Saved data entries
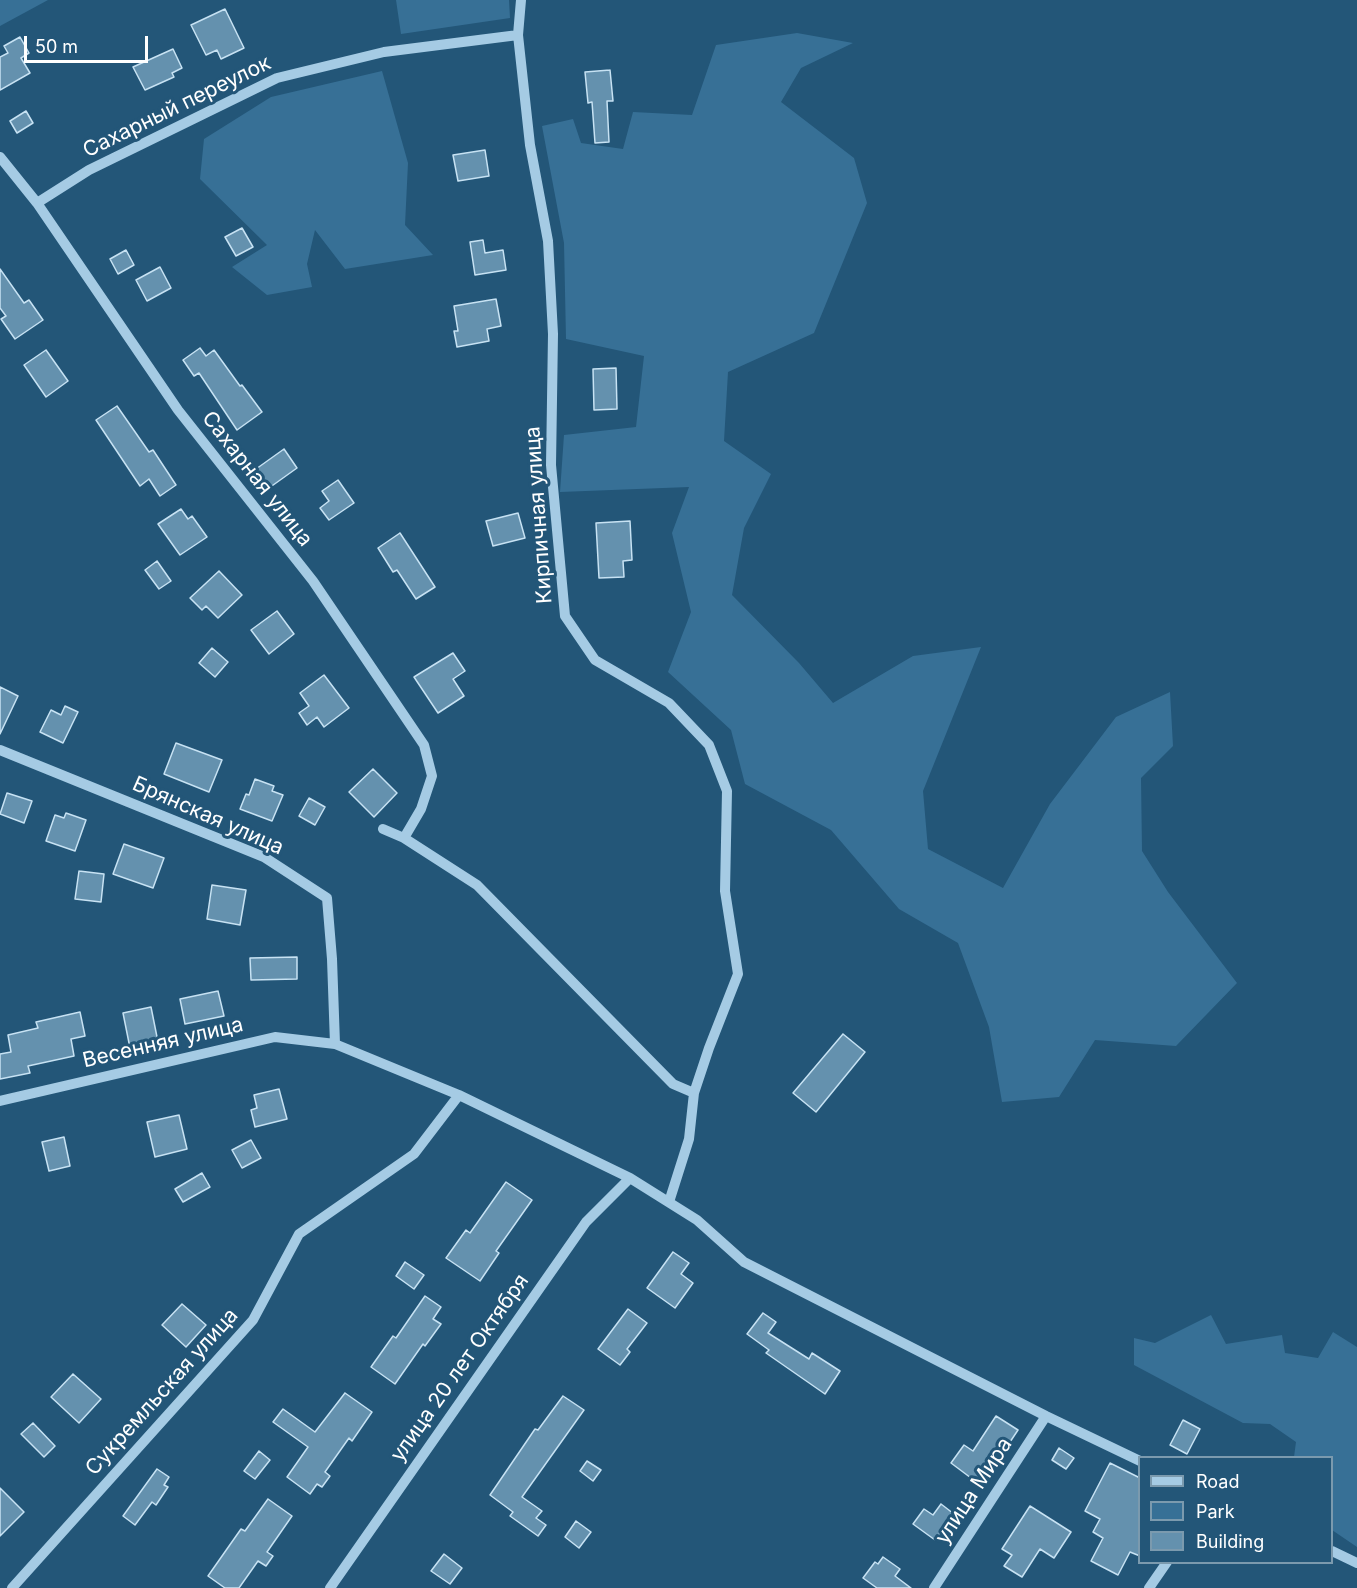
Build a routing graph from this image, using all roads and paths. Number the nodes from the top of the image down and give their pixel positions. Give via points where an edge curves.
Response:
1 (521, 0) edge
2 (518, 35) junction
3 (0, 157) edge
4 (37, 203) junction
5 (0, 750) edge
6 (383, 829) dead end
7 (404, 838) junction
8 (335, 1044) junction
9 (694, 1093) junction
10 (459, 1095) junction
11 (0, 1101) edge
12 (630, 1178) junction
13 (669, 1202) junction
14 (1046, 1416) junction
15 (1138, 1460) edge
16 (1333, 1551) edge
17 (1357, 1563) edge
18 (1166, 1564) edge
19 (12, 1588) edge
20 (330, 1588) edge
21 (934, 1588) edge
22 (1149, 1588) edge

1 - 2 street, Кирпичная улица
2 - 4 street, Сахарный переулок via 384,52 277,78 89,170
2 - 9 street, Кирпичная улица via 530,145 548,241 553,334 551,465 565,616 595,660 669,703 709,745 727,791 725,891 738,974
3 - 4 street, Сахарная улица
4 - 7 street, Сахарная улица via 178,410 313,581 424,746 432,776 421,809
5 - 8 street, Брянская улица via 264,857 327,898
6 - 7 street
7 - 9 street via 477,885 673,1084
8 - 10 street, Весенняя улица
8 - 11 street, Весенняя улица via 275,1037
9 - 13 street, Кирпичная улица via 689,1139
10 - 12 street, Весенняя улица
10 - 19 street, Сукремльская улица via 414,1154 299,1234 253,1320
12 - 13 street, Весенняя улица
12 - 20 street, улица 20 лет Октября via 586,1222
13 - 14 street, Весенняя улица via 697,1220 744,1262
14 - 15 street, Весенняя улица
14 - 21 street, улица Мира
16 - 17 street
18 - 22 street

▸ **Exercise details**:
Return all of the entries word for word, but omit the pictures.

▸ **Solved problem**:
Build a routing graph from this image, using all roads and paths. Number the nodes from the top of the image down and give their pixel positions. Give via points where an edge curves.
Response:
1 (521, 0) edge
2 (518, 35) junction
3 (0, 157) edge
4 (37, 203) junction
5 (0, 750) edge
6 (383, 829) dead end
7 (404, 838) junction
8 (335, 1044) junction
9 (694, 1093) junction
10 (459, 1095) junction
11 (0, 1101) edge
12 (630, 1178) junction
13 (669, 1202) junction
14 (1046, 1416) junction
15 (1138, 1460) edge
16 (1333, 1551) edge
17 (1357, 1563) edge
18 (1166, 1564) edge
19 (12, 1588) edge
20 (330, 1588) edge
21 (934, 1588) edge
22 (1149, 1588) edge

1 - 2 street, Кирпичная улица
2 - 4 street, Сахарный переулок via 384,52 277,78 89,170
2 - 9 street, Кирпичная улица via 530,145 548,241 553,334 551,465 565,616 595,660 669,703 709,745 727,791 725,891 738,974
3 - 4 street, Сахарная улица
4 - 7 street, Сахарная улица via 178,410 313,581 424,746 432,776 421,809
5 - 8 street, Брянская улица via 264,857 327,898
6 - 7 street
7 - 9 street via 477,885 673,1084
8 - 10 street, Весенняя улица
8 - 11 street, Весенняя улица via 275,1037
9 - 13 street, Кирпичная улица via 689,1139
10 - 12 street, Весенняя улица
10 - 19 street, Сукремльская улица via 414,1154 299,1234 253,1320
12 - 13 street, Весенняя улица
12 - 20 street, улица 20 лет Октября via 586,1222
13 - 14 street, Весенняя улица via 697,1220 744,1262
14 - 15 street, Весенняя улица
14 - 21 street, улица Мира
16 - 17 street
18 - 22 street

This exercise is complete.